:: Supplied data

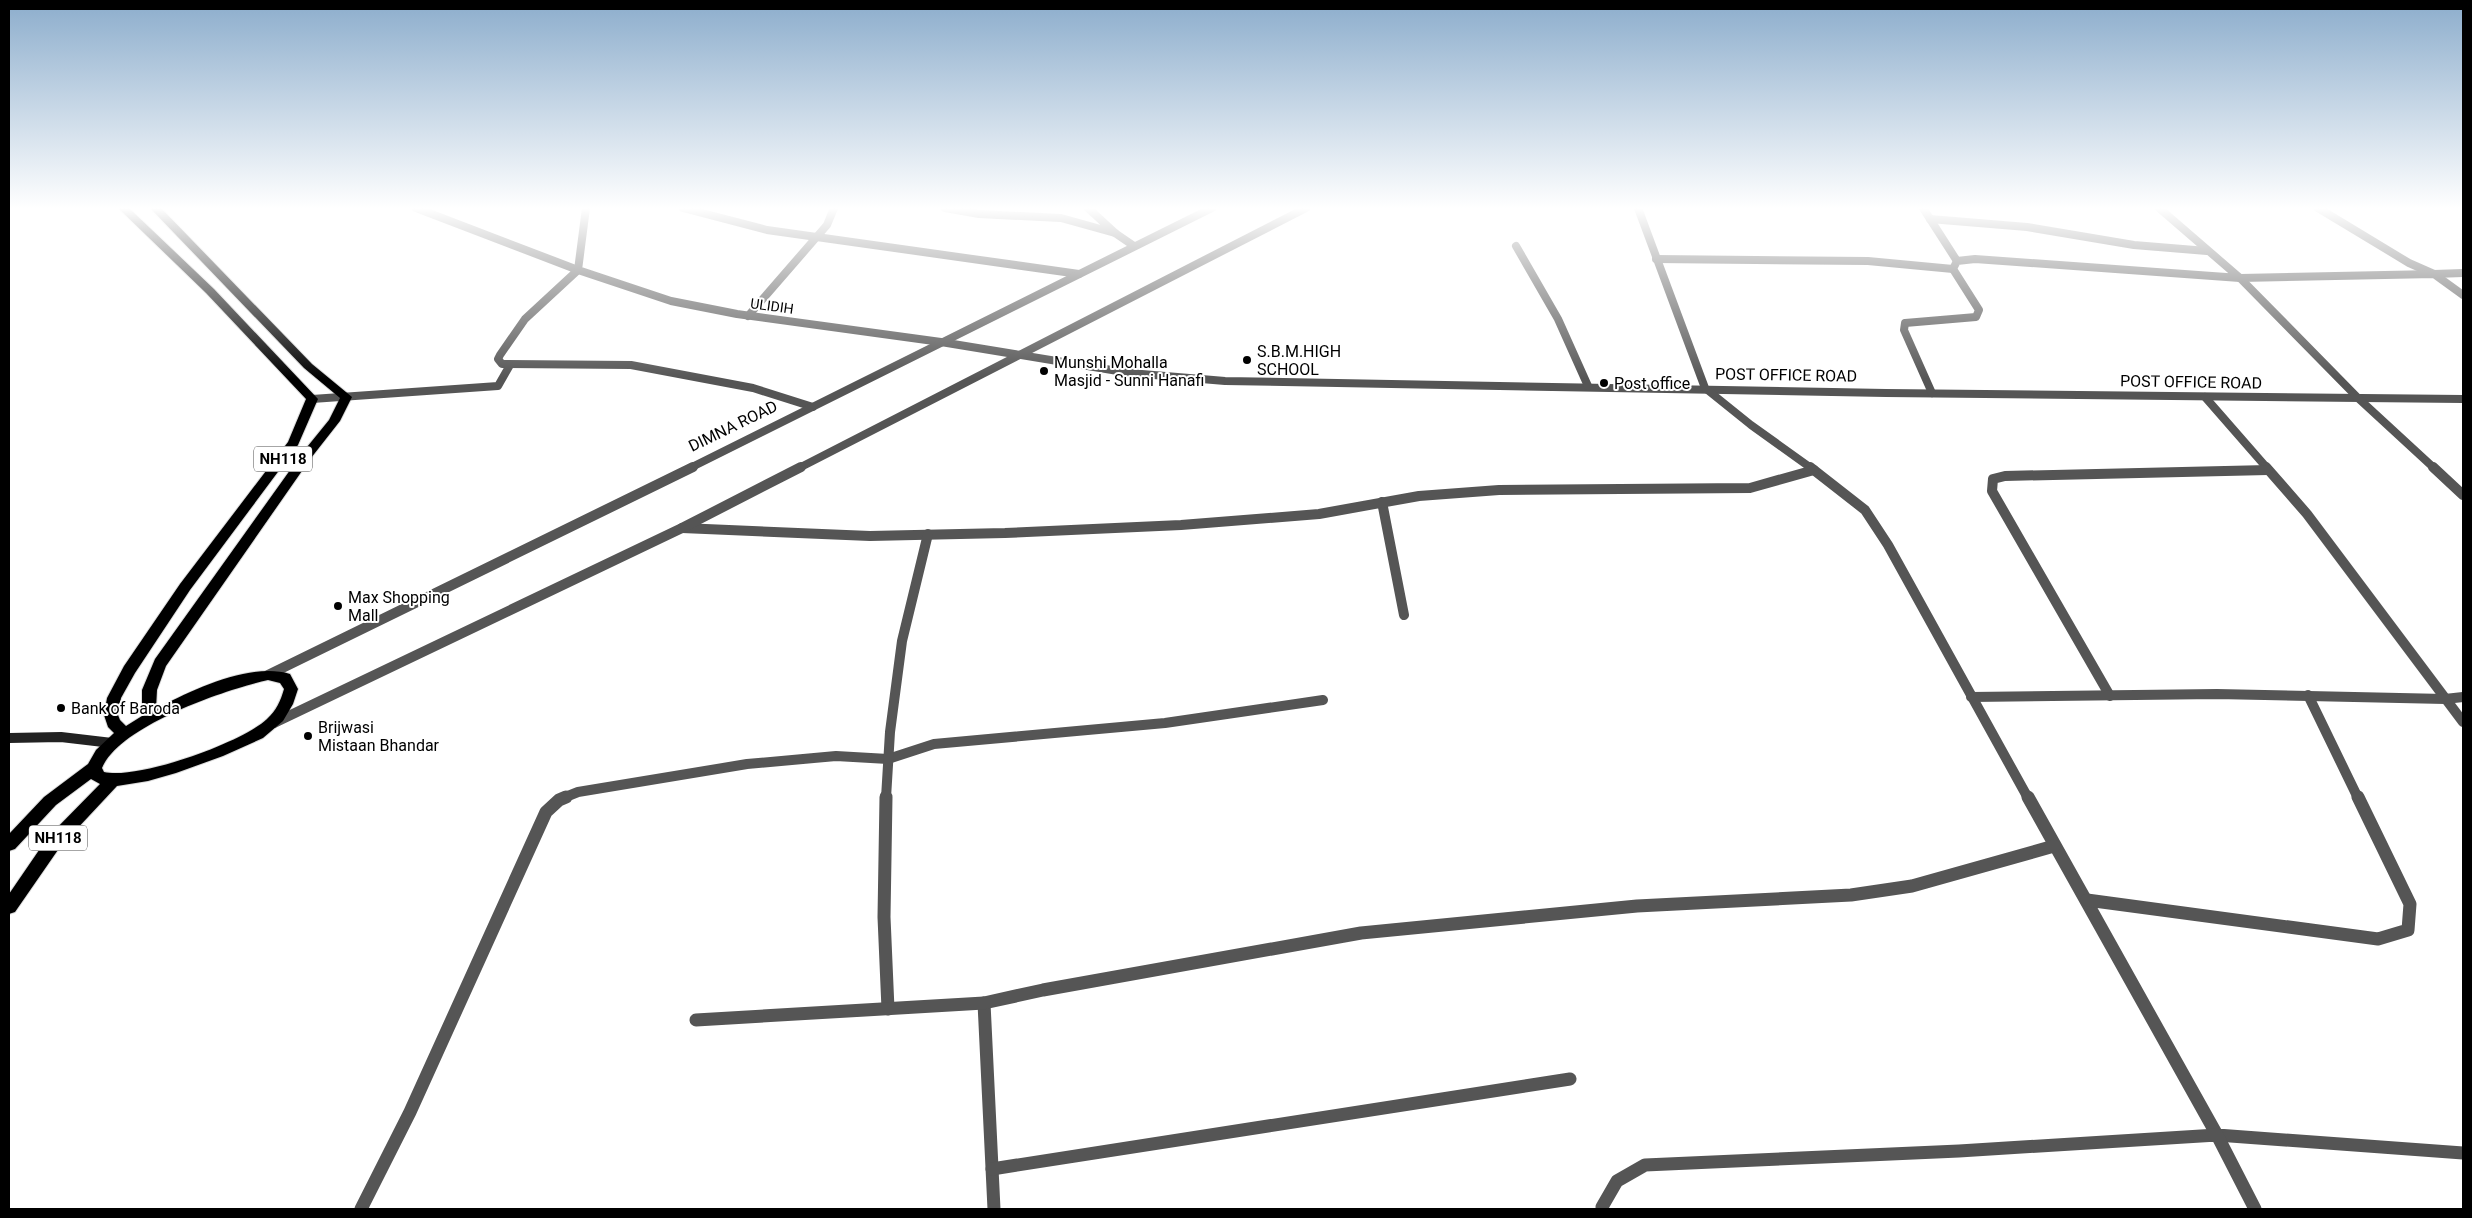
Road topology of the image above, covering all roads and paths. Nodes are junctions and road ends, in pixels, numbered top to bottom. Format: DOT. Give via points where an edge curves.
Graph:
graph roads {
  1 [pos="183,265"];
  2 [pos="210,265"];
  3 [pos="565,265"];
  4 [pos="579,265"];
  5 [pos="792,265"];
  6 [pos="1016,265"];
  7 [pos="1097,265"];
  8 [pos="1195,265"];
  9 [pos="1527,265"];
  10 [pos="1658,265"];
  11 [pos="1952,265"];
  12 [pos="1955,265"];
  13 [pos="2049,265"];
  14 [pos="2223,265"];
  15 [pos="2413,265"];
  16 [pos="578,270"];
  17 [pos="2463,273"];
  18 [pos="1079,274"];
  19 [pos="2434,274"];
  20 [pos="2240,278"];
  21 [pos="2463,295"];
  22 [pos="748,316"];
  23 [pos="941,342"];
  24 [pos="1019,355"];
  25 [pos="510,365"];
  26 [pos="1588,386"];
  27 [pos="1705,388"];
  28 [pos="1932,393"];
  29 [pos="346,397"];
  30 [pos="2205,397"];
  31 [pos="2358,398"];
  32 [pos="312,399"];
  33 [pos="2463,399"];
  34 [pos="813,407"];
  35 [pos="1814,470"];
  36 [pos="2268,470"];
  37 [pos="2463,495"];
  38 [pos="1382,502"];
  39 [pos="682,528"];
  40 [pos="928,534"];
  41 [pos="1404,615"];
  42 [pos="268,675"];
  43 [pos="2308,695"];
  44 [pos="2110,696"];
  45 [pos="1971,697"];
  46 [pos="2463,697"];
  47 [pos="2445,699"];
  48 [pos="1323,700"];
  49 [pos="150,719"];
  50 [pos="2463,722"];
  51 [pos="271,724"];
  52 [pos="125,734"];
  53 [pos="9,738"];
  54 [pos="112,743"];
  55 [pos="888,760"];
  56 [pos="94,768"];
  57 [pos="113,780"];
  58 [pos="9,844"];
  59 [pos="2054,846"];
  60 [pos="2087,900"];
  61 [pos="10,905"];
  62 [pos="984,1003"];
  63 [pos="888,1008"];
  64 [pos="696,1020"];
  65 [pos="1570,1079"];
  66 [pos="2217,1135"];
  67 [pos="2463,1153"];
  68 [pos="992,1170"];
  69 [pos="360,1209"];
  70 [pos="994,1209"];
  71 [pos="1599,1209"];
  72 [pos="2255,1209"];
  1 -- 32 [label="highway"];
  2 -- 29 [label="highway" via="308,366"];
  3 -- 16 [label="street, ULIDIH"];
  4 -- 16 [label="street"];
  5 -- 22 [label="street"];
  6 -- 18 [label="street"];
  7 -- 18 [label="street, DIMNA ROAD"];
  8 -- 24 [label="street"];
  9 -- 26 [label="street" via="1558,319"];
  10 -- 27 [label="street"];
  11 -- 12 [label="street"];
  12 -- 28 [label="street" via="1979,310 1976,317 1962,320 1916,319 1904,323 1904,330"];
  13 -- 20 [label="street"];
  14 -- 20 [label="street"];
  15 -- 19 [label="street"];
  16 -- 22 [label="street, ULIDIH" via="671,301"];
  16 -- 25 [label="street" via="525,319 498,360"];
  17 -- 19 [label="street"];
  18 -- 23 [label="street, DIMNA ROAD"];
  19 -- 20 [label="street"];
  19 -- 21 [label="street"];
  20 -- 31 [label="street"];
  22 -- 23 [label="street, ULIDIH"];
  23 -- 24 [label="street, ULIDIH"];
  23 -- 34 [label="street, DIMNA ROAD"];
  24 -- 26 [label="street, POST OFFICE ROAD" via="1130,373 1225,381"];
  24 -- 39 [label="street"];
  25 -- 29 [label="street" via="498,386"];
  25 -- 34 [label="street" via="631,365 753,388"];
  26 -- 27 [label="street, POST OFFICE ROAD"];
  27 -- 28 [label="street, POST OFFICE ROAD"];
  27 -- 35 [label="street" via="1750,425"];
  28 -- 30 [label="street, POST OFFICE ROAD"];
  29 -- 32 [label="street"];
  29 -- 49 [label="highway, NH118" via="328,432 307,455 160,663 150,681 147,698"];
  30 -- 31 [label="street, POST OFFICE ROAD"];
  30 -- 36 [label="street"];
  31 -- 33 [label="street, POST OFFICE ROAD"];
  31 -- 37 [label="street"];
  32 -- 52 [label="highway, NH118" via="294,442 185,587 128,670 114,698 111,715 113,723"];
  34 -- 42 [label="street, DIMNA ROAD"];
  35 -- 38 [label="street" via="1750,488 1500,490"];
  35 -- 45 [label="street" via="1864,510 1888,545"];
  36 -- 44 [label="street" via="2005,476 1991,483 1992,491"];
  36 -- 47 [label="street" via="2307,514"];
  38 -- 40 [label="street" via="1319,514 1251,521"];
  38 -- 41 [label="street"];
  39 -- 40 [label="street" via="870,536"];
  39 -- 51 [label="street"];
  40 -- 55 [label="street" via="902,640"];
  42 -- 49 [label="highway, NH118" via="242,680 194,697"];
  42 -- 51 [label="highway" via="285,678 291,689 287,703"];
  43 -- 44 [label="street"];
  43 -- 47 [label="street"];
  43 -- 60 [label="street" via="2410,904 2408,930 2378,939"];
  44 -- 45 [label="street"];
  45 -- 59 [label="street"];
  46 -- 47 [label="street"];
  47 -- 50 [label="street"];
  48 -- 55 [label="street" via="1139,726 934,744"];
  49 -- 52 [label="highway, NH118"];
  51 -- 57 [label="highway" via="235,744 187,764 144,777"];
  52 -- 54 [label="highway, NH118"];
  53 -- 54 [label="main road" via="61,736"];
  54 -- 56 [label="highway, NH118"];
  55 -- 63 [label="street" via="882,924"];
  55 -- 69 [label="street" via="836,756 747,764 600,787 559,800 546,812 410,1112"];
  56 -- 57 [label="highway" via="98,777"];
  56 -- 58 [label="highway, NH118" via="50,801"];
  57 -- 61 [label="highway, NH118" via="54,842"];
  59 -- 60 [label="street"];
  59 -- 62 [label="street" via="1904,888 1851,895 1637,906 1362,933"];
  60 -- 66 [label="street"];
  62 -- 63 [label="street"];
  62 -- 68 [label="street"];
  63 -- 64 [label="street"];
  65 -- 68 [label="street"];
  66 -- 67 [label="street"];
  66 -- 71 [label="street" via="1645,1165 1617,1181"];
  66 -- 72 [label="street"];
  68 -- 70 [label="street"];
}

::::

Exercise objective | Your answer must be a single number: the count of lines above that hold the word "POST".

Response to the task | 6